InterOil rig for Gulf due in two weeks

Business, Main Stories

A NEW oil rig has been packed ready for shipment to Papua New Guinea by InterOil to step up its exploration work in the Gulf province.
This was announced by the company last week following completion of its work on Antelop-2 horizontal well where it established stabilised condensate to gas ratio of about 20.4 barrels per million cubic feet of gas after running two separate drill step tests.
The new rig will leave New Zealand anytime now and arrive in PNG within the next two weeks.
“Once in PNG, it will be moved to our facilities at Napa Napa where preparations for jungle operations will be completed,” the company said.
The rig is expected to be mobilised into the field in the fourth quarter of the year.

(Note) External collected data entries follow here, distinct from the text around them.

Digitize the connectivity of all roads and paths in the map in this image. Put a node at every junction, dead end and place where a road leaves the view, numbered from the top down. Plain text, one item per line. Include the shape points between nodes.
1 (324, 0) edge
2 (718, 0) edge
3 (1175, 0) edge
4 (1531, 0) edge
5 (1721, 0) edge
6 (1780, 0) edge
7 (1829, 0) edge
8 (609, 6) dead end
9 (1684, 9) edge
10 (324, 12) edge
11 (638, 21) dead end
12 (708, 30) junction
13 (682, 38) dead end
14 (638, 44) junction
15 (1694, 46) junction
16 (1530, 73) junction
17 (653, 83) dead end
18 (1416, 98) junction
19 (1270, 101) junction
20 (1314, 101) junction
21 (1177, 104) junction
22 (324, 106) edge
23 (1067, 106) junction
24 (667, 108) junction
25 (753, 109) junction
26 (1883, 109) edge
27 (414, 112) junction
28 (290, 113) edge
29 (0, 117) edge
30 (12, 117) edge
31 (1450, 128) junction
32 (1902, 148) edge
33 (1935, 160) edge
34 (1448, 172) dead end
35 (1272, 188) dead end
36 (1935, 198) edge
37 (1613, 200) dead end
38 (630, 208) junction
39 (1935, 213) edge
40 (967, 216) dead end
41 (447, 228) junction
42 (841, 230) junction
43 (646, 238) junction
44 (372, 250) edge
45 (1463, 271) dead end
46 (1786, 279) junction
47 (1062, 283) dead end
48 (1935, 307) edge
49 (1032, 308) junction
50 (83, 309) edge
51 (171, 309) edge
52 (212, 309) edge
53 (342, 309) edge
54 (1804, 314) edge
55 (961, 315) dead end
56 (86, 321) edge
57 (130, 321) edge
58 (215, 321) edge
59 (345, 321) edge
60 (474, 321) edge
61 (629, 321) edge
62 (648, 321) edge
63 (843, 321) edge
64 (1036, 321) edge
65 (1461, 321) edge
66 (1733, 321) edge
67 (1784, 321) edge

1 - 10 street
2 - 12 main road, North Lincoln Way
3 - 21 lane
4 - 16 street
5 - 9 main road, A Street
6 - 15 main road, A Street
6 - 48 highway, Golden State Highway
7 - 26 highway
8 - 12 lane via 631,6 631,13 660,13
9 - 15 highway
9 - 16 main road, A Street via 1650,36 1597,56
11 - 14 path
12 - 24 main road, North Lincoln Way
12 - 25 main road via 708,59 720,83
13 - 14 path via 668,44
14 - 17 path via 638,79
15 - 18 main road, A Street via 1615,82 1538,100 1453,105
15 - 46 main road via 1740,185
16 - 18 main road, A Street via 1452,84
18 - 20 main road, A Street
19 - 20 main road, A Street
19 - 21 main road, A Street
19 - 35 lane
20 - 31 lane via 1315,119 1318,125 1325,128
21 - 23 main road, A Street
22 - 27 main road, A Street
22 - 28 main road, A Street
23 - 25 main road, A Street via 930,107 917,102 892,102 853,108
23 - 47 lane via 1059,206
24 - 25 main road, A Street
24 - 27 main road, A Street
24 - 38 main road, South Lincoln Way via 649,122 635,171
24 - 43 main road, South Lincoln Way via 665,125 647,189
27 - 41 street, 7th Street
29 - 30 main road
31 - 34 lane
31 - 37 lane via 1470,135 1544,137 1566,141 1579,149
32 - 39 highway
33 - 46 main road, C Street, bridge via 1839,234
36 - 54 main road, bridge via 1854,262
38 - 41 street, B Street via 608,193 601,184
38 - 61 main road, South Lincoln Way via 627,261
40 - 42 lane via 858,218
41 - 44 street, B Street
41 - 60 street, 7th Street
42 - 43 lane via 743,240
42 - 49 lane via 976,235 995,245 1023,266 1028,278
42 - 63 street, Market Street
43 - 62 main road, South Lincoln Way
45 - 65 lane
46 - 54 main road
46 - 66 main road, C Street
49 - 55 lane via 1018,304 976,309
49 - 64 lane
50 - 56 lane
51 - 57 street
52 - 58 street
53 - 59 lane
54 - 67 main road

“The increase in condensate yield with depth demonstrated by the testing we have undertaken to date give us a basis for optimism for even higher yields below this tested interval,” InterOil chief executive officer Phil Mulacek said.
“These results continue to reinforce the project economics of our condensate stripping joint venture, which is progressing with our partner Mitsui & Co Ltd.”
The company said it now planned to drill a sidetrack from the current Antelope-2 horizontal wellbore and drill a second horizontal section 10-15m deeper in the reservoir to evaluate the reservoir quality and further test the condensate ratio.
It is also evaluating the next drilling location based on newly acquired and evaluated seismic and information derived from the directional drilling and horizontal programme.
InterOil and Mitsui are working together on a condensate stripping facility at the Elk and Antelope fields in Gulf province.
This is aimed at processing 400 million cubic feet of gas to yield about 9000 barrels of condensate per day.
Dry gas will then be reinjected into the reservoir for storage until the proposed Liquid Niugini Gas LNG facility has been built.